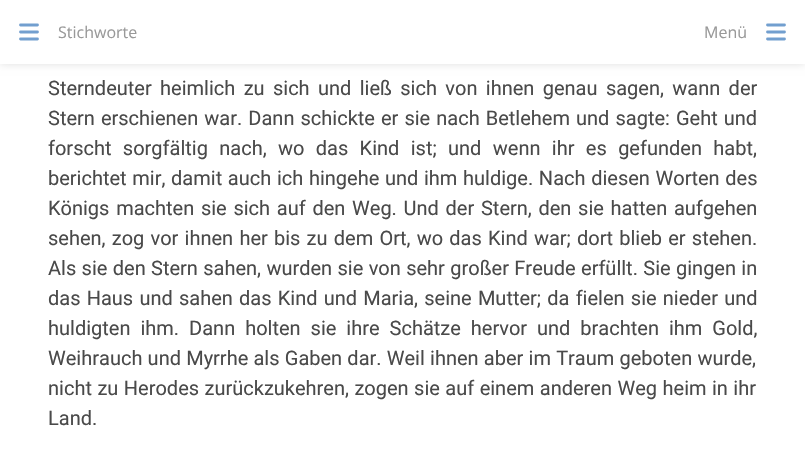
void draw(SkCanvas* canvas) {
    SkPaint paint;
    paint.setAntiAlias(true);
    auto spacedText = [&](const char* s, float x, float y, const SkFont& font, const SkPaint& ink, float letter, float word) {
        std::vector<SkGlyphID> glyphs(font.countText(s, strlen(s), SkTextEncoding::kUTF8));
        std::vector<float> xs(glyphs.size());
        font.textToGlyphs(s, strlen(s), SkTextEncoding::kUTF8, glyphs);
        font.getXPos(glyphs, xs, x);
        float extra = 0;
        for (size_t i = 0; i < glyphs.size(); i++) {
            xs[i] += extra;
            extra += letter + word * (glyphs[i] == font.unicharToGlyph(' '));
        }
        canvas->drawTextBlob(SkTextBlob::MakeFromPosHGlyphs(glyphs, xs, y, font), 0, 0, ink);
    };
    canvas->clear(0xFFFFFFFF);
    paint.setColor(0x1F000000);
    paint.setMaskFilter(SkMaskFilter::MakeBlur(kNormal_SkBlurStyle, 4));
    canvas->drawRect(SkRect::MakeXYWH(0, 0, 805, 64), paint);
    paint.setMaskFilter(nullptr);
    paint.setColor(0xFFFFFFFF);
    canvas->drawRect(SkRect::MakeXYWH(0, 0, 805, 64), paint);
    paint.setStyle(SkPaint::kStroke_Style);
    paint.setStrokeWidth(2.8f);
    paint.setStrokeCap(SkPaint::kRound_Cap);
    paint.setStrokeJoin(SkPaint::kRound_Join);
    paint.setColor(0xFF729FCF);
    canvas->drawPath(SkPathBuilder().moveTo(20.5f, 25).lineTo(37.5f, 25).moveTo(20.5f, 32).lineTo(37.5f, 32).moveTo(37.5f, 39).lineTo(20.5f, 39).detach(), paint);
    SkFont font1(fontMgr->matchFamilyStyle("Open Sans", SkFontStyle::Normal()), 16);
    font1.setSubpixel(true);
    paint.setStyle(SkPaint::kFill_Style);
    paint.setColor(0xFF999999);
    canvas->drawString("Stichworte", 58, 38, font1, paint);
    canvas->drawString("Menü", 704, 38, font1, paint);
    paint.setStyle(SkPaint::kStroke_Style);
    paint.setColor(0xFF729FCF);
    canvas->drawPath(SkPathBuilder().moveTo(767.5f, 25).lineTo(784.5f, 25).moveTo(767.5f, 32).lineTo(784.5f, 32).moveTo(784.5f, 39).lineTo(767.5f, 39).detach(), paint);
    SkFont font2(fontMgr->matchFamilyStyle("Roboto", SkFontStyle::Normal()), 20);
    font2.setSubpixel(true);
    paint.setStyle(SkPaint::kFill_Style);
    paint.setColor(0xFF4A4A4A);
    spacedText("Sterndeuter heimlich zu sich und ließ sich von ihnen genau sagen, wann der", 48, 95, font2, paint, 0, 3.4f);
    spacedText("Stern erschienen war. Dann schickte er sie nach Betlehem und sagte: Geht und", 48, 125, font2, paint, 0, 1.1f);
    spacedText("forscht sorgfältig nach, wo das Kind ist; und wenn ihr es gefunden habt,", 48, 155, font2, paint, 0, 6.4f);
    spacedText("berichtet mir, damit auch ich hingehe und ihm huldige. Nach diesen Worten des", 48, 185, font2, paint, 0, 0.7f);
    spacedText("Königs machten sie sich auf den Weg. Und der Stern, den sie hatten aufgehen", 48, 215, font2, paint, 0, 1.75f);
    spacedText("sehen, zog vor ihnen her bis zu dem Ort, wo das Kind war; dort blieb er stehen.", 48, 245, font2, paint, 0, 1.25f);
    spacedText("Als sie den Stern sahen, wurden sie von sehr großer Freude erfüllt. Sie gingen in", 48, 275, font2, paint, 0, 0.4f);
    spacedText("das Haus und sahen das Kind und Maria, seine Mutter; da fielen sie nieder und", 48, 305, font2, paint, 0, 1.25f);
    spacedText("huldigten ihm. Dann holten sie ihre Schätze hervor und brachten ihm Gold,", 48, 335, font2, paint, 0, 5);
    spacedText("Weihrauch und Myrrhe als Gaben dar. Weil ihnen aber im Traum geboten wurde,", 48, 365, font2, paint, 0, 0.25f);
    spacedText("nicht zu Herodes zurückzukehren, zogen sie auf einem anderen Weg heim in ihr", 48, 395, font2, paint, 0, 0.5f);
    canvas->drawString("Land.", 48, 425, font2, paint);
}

☆ ☆ ☆ ☆ ☆ ☆ ☆

# [Task goal]
Find the number of lines above that hold the word "float", then write that number by itself.

# [Result]
3